# Provided data:
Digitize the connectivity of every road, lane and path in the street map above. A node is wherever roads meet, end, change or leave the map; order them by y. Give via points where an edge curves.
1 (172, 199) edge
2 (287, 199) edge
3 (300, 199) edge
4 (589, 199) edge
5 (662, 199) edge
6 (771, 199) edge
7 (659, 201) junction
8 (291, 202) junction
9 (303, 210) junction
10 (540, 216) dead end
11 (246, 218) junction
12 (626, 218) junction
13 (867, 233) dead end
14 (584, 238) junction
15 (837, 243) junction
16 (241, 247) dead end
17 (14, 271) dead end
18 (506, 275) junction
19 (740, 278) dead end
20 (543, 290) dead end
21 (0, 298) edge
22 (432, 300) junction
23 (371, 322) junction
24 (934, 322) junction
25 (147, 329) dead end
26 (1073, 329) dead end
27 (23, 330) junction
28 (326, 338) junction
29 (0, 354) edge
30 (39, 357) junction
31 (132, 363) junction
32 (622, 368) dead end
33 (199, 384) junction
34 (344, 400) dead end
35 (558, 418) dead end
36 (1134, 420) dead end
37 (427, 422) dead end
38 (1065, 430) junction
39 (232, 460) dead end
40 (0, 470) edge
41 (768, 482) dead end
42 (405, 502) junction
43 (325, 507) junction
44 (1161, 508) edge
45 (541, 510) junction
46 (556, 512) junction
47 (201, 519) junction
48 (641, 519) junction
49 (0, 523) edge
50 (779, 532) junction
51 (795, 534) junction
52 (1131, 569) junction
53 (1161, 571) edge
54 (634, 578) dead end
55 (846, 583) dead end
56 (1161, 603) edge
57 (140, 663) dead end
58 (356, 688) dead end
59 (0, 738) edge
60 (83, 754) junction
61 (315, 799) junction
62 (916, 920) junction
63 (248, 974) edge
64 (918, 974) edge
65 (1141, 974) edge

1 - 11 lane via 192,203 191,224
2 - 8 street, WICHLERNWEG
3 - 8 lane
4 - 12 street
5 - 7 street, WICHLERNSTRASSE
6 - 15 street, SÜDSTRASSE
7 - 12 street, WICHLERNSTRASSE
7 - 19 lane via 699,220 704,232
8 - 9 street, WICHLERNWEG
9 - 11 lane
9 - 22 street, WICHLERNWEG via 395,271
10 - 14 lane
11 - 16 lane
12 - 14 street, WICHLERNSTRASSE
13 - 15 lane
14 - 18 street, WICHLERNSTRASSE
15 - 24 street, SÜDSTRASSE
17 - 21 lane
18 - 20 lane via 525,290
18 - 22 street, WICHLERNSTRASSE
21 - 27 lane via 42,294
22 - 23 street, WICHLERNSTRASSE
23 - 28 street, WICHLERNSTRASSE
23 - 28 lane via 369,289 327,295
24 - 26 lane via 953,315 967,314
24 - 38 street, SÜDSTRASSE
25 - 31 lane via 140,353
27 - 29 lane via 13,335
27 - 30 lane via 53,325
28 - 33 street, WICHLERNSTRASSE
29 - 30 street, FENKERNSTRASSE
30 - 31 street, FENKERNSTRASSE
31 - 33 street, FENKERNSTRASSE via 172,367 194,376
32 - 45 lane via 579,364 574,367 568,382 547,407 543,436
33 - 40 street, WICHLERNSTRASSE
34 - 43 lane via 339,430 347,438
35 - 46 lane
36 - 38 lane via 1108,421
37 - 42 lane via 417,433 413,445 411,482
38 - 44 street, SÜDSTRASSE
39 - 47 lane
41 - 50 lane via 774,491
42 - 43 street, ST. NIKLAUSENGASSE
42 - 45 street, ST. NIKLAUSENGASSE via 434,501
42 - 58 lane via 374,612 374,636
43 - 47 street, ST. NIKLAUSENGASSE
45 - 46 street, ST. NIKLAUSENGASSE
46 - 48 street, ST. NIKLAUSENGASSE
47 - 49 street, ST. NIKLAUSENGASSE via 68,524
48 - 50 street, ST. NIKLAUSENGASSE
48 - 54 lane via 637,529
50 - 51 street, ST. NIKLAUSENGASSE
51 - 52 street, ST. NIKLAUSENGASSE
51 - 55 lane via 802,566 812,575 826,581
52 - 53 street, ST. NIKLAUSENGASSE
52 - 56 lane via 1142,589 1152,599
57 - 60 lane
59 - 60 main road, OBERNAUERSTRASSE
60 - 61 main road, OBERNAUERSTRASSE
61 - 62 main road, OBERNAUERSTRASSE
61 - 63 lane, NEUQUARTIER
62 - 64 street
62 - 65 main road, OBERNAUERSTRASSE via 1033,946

# Task goal:
Write out every entry above, word for word.

# Task answer:
Digitize the connectivity of every road, lane and path in the street map above. A node is wherever roads meet, end, change or leave the map; order them by y. Give via points where an edge curves.
1 (172, 199) edge
2 (287, 199) edge
3 (300, 199) edge
4 (589, 199) edge
5 (662, 199) edge
6 (771, 199) edge
7 (659, 201) junction
8 (291, 202) junction
9 (303, 210) junction
10 (540, 216) dead end
11 (246, 218) junction
12 (626, 218) junction
13 (867, 233) dead end
14 (584, 238) junction
15 (837, 243) junction
16 (241, 247) dead end
17 (14, 271) dead end
18 (506, 275) junction
19 (740, 278) dead end
20 (543, 290) dead end
21 (0, 298) edge
22 (432, 300) junction
23 (371, 322) junction
24 (934, 322) junction
25 (147, 329) dead end
26 (1073, 329) dead end
27 (23, 330) junction
28 (326, 338) junction
29 (0, 354) edge
30 (39, 357) junction
31 (132, 363) junction
32 (622, 368) dead end
33 (199, 384) junction
34 (344, 400) dead end
35 (558, 418) dead end
36 (1134, 420) dead end
37 (427, 422) dead end
38 (1065, 430) junction
39 (232, 460) dead end
40 (0, 470) edge
41 (768, 482) dead end
42 (405, 502) junction
43 (325, 507) junction
44 (1161, 508) edge
45 (541, 510) junction
46 (556, 512) junction
47 (201, 519) junction
48 (641, 519) junction
49 (0, 523) edge
50 (779, 532) junction
51 (795, 534) junction
52 (1131, 569) junction
53 (1161, 571) edge
54 (634, 578) dead end
55 (846, 583) dead end
56 (1161, 603) edge
57 (140, 663) dead end
58 (356, 688) dead end
59 (0, 738) edge
60 (83, 754) junction
61 (315, 799) junction
62 (916, 920) junction
63 (248, 974) edge
64 (918, 974) edge
65 (1141, 974) edge

1 - 11 lane via 192,203 191,224
2 - 8 street, WICHLERNWEG
3 - 8 lane
4 - 12 street
5 - 7 street, WICHLERNSTRASSE
6 - 15 street, SÜDSTRASSE
7 - 12 street, WICHLERNSTRASSE
7 - 19 lane via 699,220 704,232
8 - 9 street, WICHLERNWEG
9 - 11 lane
9 - 22 street, WICHLERNWEG via 395,271
10 - 14 lane
11 - 16 lane
12 - 14 street, WICHLERNSTRASSE
13 - 15 lane
14 - 18 street, WICHLERNSTRASSE
15 - 24 street, SÜDSTRASSE
17 - 21 lane
18 - 20 lane via 525,290
18 - 22 street, WICHLERNSTRASSE
21 - 27 lane via 42,294
22 - 23 street, WICHLERNSTRASSE
23 - 28 street, WICHLERNSTRASSE
23 - 28 lane via 369,289 327,295
24 - 26 lane via 953,315 967,314
24 - 38 street, SÜDSTRASSE
25 - 31 lane via 140,353
27 - 29 lane via 13,335
27 - 30 lane via 53,325
28 - 33 street, WICHLERNSTRASSE
29 - 30 street, FENKERNSTRASSE
30 - 31 street, FENKERNSTRASSE
31 - 33 street, FENKERNSTRASSE via 172,367 194,376
32 - 45 lane via 579,364 574,367 568,382 547,407 543,436
33 - 40 street, WICHLERNSTRASSE
34 - 43 lane via 339,430 347,438
35 - 46 lane
36 - 38 lane via 1108,421
37 - 42 lane via 417,433 413,445 411,482
38 - 44 street, SÜDSTRASSE
39 - 47 lane
41 - 50 lane via 774,491
42 - 43 street, ST. NIKLAUSENGASSE
42 - 45 street, ST. NIKLAUSENGASSE via 434,501
42 - 58 lane via 374,612 374,636
43 - 47 street, ST. NIKLAUSENGASSE
45 - 46 street, ST. NIKLAUSENGASSE
46 - 48 street, ST. NIKLAUSENGASSE
47 - 49 street, ST. NIKLAUSENGASSE via 68,524
48 - 50 street, ST. NIKLAUSENGASSE
48 - 54 lane via 637,529
50 - 51 street, ST. NIKLAUSENGASSE
51 - 52 street, ST. NIKLAUSENGASSE
51 - 55 lane via 802,566 812,575 826,581
52 - 53 street, ST. NIKLAUSENGASSE
52 - 56 lane via 1142,589 1152,599
57 - 60 lane
59 - 60 main road, OBERNAUERSTRASSE
60 - 61 main road, OBERNAUERSTRASSE
61 - 62 main road, OBERNAUERSTRASSE
61 - 63 lane, NEUQUARTIER
62 - 64 street
62 - 65 main road, OBERNAUERSTRASSE via 1033,946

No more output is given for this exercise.